Blog 5: Fostering Creativity and Critical Thinking in Social Innovation Projects in International Development Studies
In 2018/2019, the Faculties of Social Sciences and Arts at the University of Ottawa received resources to promote social innovation initiatives on campus through the Ventures Program. Resources from this program included support for educational and pedagogical development in first and second year courses. My course (Introduction to International Development Part 2: Policy and Practice in International development) was one of the courses selected for this initiative.
The goal of the social innovation program is to foster opportunities for hands-on learning and entrepreneurial thinking to address social issues. Students are expected to develop transferable skills that will make them workforce-ready and to gain capacities they need to address complex societal challenges. In my course, we used project proposal applications and project pitches as the main outputs to demonstrate this learning.
I have often included project proposal writing as a learning tool in my courses. Proposal writing allows students to develop a range of skills that are useful for careers in international development and related fields. These skills include: researching a societal problem, documenting existing knowledge on the issue(s), and proposing a solution based on extensive research. Students are required to prepare budgets and design the strategy for conducting the research or project proposed. For this course, the new focus on social innovation was an easy transition and it was made easier with the knowledge and support of the Social Innovator in Practice who came to the class to share his experience and knowledge about social innovation (successes and failures).

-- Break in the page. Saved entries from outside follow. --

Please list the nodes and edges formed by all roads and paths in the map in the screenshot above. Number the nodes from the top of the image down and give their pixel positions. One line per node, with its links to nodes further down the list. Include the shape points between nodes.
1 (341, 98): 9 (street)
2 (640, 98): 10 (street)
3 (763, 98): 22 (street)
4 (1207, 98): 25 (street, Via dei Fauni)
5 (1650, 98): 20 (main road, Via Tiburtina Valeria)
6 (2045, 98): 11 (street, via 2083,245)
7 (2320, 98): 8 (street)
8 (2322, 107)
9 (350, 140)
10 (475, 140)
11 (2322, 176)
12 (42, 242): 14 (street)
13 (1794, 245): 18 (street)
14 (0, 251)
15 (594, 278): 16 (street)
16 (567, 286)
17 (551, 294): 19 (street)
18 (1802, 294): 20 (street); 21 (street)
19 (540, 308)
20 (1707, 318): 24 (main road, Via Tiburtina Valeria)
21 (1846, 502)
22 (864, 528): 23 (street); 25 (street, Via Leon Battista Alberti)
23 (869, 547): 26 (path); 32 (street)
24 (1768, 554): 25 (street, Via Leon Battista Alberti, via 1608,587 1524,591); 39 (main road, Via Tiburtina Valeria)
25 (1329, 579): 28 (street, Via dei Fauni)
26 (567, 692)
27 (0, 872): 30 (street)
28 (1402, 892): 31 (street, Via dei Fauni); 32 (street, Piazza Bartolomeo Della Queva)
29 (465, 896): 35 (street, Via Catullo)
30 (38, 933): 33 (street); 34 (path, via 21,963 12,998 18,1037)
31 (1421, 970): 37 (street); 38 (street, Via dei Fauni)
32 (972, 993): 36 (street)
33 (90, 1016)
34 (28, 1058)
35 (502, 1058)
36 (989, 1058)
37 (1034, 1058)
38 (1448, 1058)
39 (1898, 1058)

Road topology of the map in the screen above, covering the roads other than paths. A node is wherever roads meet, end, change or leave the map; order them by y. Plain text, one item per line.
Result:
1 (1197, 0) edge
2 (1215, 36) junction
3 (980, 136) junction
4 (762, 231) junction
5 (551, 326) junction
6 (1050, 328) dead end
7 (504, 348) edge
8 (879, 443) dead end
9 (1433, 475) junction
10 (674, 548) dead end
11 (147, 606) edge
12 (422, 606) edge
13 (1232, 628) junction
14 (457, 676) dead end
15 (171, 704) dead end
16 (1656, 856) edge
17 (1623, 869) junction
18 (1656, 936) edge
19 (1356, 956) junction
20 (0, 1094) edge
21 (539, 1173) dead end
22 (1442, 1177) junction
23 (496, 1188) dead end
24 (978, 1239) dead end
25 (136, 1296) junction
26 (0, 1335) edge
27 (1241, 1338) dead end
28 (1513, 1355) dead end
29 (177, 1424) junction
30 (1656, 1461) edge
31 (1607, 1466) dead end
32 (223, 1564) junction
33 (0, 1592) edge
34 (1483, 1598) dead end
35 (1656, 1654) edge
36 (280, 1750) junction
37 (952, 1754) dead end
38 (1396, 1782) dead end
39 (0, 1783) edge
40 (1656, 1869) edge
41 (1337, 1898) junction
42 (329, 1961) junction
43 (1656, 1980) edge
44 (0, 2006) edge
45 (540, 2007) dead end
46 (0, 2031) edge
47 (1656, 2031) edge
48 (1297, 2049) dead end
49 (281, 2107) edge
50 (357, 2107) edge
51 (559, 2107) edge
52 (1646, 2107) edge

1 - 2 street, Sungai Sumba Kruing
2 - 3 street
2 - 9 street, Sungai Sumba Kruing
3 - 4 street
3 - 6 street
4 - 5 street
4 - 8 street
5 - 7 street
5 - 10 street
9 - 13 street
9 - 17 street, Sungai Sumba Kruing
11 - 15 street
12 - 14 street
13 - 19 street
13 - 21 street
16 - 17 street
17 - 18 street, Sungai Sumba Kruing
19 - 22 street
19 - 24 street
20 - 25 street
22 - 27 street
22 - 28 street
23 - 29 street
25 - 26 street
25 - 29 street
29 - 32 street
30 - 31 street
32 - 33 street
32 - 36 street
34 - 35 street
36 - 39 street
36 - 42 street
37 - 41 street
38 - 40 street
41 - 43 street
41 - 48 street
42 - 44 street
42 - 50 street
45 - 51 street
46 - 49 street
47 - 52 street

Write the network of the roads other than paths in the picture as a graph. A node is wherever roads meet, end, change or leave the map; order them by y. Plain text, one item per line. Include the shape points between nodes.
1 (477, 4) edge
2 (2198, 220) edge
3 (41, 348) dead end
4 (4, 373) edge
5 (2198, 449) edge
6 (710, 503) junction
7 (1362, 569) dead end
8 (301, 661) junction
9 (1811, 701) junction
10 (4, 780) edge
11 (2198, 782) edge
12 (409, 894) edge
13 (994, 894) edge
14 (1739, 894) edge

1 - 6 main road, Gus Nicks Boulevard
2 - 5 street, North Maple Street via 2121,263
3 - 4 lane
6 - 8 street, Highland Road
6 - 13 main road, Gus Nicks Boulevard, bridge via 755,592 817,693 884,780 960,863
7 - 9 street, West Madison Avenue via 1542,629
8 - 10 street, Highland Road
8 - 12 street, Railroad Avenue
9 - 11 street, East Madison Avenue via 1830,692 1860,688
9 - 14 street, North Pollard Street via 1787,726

In the course we covered a range of social innovation proposals and examined them through a critical lens. Societal problems are called “complex” for good reason. There are no easy solutions to poverty, social inequality, conflict or environmental disasters. The difficulty of addressing these challenges is exacerbated by lack of cultural understanding. The allure of quick fixes is, however, prevalent. Examples of problematic social innovations such as playpumps or soccket balls remind us that ‘development solutions’ need to make sense for the communities, be sustainable over the long-run, and be designed with community-based capacity-building in mind so the beneficiaries of these technologies have the skills and knowledge needed to maintain them. These examples also remind us that small-scale innovations are often band-aid solutions to much broader societal issues that require much more carefully planned development support. For example, if lack of electricity is a problem preventing children from having enough light to do their homework, then infrastructure for electricity supply should be the goal.
What I learned from this opportunity to facilitate social innovation thinking among students is that attempts to problem-solve are often the best way to reflect on the challenges and limitations of development solutions. The one thing (I hope) the students took away from this course is the need to consult widely with diverse groups, communities and development organizations and to work in collaboration with ongoing efforts to address societal problems. New ideas and fresh perspectives are always welcome. However, solving complex societal problems in international development requires strategizing with diverse stakeholders and experts.
This course has been one of the most exciting and interesting teaching opportunities I have had. Students were encouraged to think creatively and to reflect deeply on the challenges of problem-solving. They were given feedback from diverse perspectives (the course instructor and teaching assistants, the Social Innovator in Practice as well as community partners – especially through support provided by the World University Service of Canada). The students learned important skills. They prepared 3-minute presentations, designed visual presentations of their work, pitched their work to social entrepreneurs from the business community in Ottawa, and prepared substantial written proposals that were evaluated by a panel of judges.
Reflecting on the first year of teaching this social innovation course, one of the biggest concerns I have is with what appears to be an embracing of the “gig economy” and a general acceptance of the reality of precarious work. In so doing, we fail our students by limiting the discussions to how to adapt rather than why and how to react/resist. Not all societal changes should be welcomed or accepted without question. Students should be encouraged to think creatively and critically.
Several prizes were awarded to the students and I summarize some of their projects here:
Congratulations to these nine students who won prizes for their project proposals and also to the 100 other students in this course who challenged themselves to think creatively and critically about development solutions to societal problems at home and abroad.